Blind, too terrified to actually look, my fingers sought the purples.
Not the muted purples, but the brilliant,
jeweled ones. Rich amethyst.
Gently, gingerly,
as if pulling tape off a butterfly's wing,
the chalk touched the paper.
I was so afraid
that it wouldn't come out right,
this simple square of purple.
I would ruin it.
I do this
with everything, you said.
You meant
that I do it
with us.
Four powdery strokes
and the panic settled; I began to blend.
I added Red Clay and Sunflower
Yellow.
Colors for gathering … straw baskets in fall.

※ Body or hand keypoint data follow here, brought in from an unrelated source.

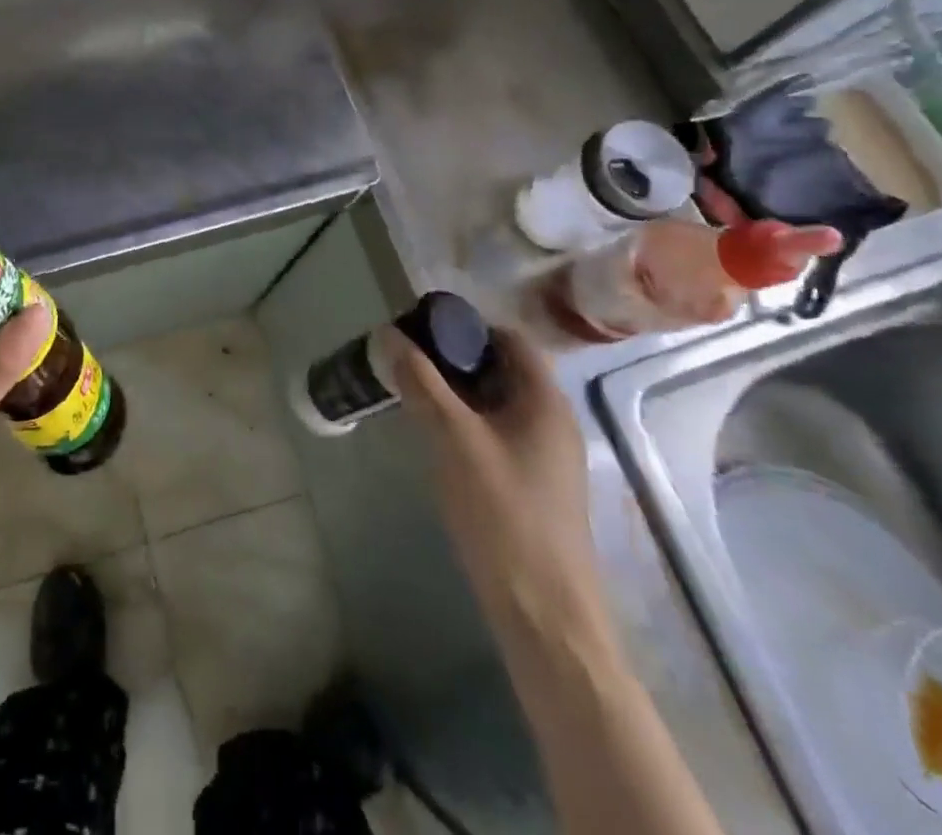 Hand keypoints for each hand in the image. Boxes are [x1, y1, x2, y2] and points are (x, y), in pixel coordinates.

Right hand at [389, 323, 607, 637]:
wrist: (544, 613)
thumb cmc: (502, 513)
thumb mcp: (453, 439)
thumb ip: (421, 382)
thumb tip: (388, 333)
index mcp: (545, 401)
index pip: (509, 338)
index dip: (466, 327)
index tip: (421, 331)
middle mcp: (552, 421)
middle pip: (503, 369)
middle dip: (455, 359)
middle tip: (408, 363)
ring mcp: (546, 456)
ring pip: (498, 403)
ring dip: (458, 392)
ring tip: (414, 396)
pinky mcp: (534, 485)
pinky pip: (498, 433)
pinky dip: (467, 423)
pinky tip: (437, 439) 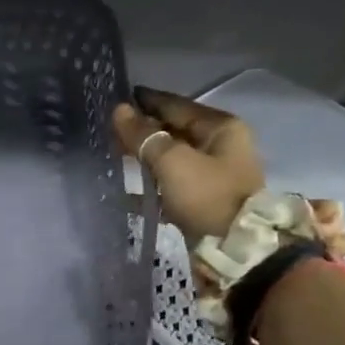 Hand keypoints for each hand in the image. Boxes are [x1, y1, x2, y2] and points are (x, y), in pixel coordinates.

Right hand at [113, 87, 263, 240]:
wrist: (235, 248)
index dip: (146, 101)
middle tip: (108, 127)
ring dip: (144, 155)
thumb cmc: (207, 196)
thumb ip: (143, 136)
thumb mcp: (172, 161)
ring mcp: (212, 173)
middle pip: (174, 130)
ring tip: (113, 153)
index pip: (176, 105)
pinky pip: (169, 181)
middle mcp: (219, 145)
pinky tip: (124, 186)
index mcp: (221, 128)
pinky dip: (149, 181)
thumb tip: (119, 110)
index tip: (117, 96)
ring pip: (170, 156)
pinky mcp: (201, 198)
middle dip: (143, 128)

The canvas begged for paint; how could I say no?
Mixed medium-
so like we two. Should I tell you a secret?
I think I must.
You were my beginning;
you started it all, this thing,
as you call it, that I have for brown
-skinned, green
-eyed, dread
-locked men.
They are all you / they are not
you.
X,
the original muse.
Mixed medium.
I added five
tiny Forest Green leaves
of acrylic, no more than whispers, really.
Understated, but there.
I suppose you'll make something of that in time.

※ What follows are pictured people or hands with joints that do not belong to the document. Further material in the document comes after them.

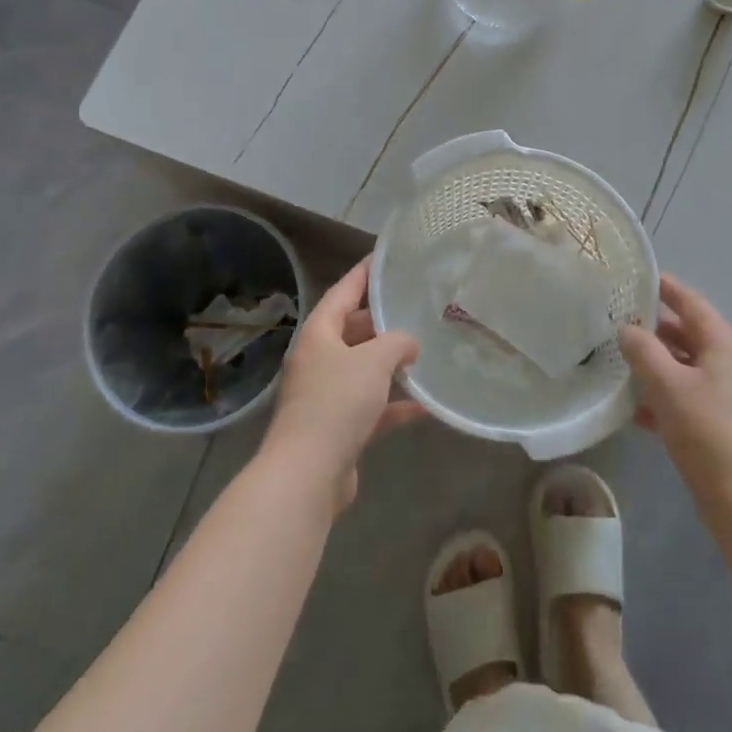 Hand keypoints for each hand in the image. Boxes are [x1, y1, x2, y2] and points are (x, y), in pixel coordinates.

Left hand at [263, 256, 422, 511]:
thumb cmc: (337, 403)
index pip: (343, 292)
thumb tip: (408, 344)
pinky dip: (393, 406)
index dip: (363, 274)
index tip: (382, 257)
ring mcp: (325, 396)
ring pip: (361, 370)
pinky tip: (424, 407)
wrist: (307, 474)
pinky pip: (370, 408)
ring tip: (422, 353)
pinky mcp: (336, 429)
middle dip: (381, 323)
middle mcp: (318, 361)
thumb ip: (397, 343)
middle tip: (413, 310)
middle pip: (352, 331)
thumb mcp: (374, 361)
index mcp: (318, 335)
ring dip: (388, 365)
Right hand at [618, 274, 731, 495]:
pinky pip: (687, 399)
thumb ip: (644, 351)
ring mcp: (728, 398)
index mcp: (724, 346)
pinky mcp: (721, 427)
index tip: (638, 277)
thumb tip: (628, 330)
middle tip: (616, 320)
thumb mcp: (668, 384)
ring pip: (685, 369)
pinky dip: (662, 398)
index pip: (691, 304)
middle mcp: (730, 365)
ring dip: (655, 365)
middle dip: (654, 328)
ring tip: (618, 360)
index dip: (666, 288)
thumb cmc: (708, 431)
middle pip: (688, 335)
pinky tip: (634, 411) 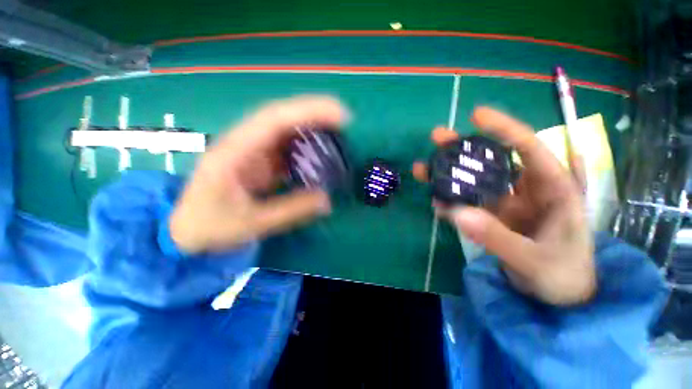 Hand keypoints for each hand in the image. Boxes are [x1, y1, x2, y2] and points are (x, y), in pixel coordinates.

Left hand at [170, 96, 348, 253]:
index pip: (274, 120)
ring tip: (338, 134)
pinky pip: (287, 147)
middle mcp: (244, 143)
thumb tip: (327, 200)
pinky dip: (306, 147)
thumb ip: (291, 211)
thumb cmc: (210, 226)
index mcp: (235, 151)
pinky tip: (321, 152)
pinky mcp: (260, 162)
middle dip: (314, 113)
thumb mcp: (251, 223)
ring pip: (286, 130)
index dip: (308, 112)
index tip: (338, 114)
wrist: (186, 230)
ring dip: (312, 128)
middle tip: (345, 120)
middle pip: (282, 117)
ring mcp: (253, 151)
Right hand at [413, 107, 594, 305]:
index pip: (528, 148)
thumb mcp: (535, 260)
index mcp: (552, 189)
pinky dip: (451, 202)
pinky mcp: (491, 217)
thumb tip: (455, 212)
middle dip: (464, 149)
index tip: (475, 115)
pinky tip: (436, 202)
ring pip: (474, 182)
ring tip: (423, 170)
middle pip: (492, 161)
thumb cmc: (563, 276)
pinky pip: (467, 205)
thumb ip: (497, 237)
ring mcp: (505, 204)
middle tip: (436, 138)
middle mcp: (526, 190)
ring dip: (449, 175)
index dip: (503, 128)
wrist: (559, 298) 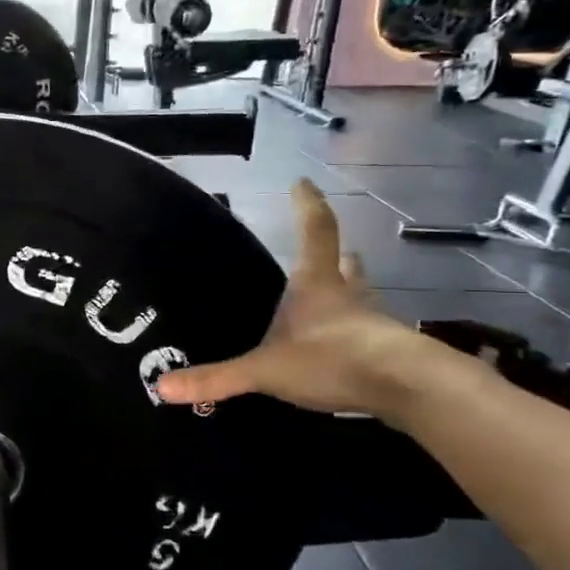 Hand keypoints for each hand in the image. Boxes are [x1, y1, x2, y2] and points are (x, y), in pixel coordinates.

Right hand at [156, 180, 432, 417]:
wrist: (407, 388)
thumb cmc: (332, 359)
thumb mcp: (265, 370)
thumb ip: (217, 378)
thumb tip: (162, 387)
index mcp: (317, 284)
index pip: (314, 231)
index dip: (306, 205)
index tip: (302, 181)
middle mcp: (348, 295)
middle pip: (347, 264)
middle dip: (338, 256)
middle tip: (331, 253)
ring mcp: (374, 323)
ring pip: (363, 298)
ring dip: (352, 293)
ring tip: (338, 299)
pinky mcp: (391, 351)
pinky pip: (373, 334)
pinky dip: (360, 334)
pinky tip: (350, 349) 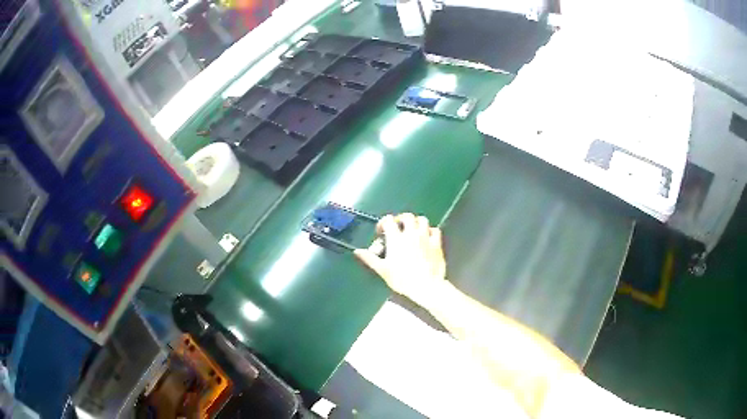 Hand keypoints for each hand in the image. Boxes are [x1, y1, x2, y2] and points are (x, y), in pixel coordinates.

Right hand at [354, 213, 446, 305]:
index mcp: (396, 239)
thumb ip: (369, 258)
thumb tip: (357, 251)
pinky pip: (435, 230)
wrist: (426, 286)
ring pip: (422, 220)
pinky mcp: (437, 244)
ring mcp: (426, 237)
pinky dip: (430, 230)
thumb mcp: (382, 270)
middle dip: (400, 219)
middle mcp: (411, 234)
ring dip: (416, 222)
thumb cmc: (402, 279)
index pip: (389, 220)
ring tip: (412, 230)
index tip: (381, 231)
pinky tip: (427, 237)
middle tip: (397, 227)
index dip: (383, 223)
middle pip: (407, 216)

McGeary uses pine needles, sand, and coconut fibers
to achieve peace, combed lines, and receding tides;
I wonder
if he catches the scent
of his original muse on a wave.
And if he does, does he put the brush down
and inhale huge gulps of air
until he is filled and renewed?
Fears abate, Horatio;
I did not ruin it. I am content,
if nothing else, with this canvas.
I will call it Jocelyn's Tears
and continue to chase contrasts-at home,
in my own skin.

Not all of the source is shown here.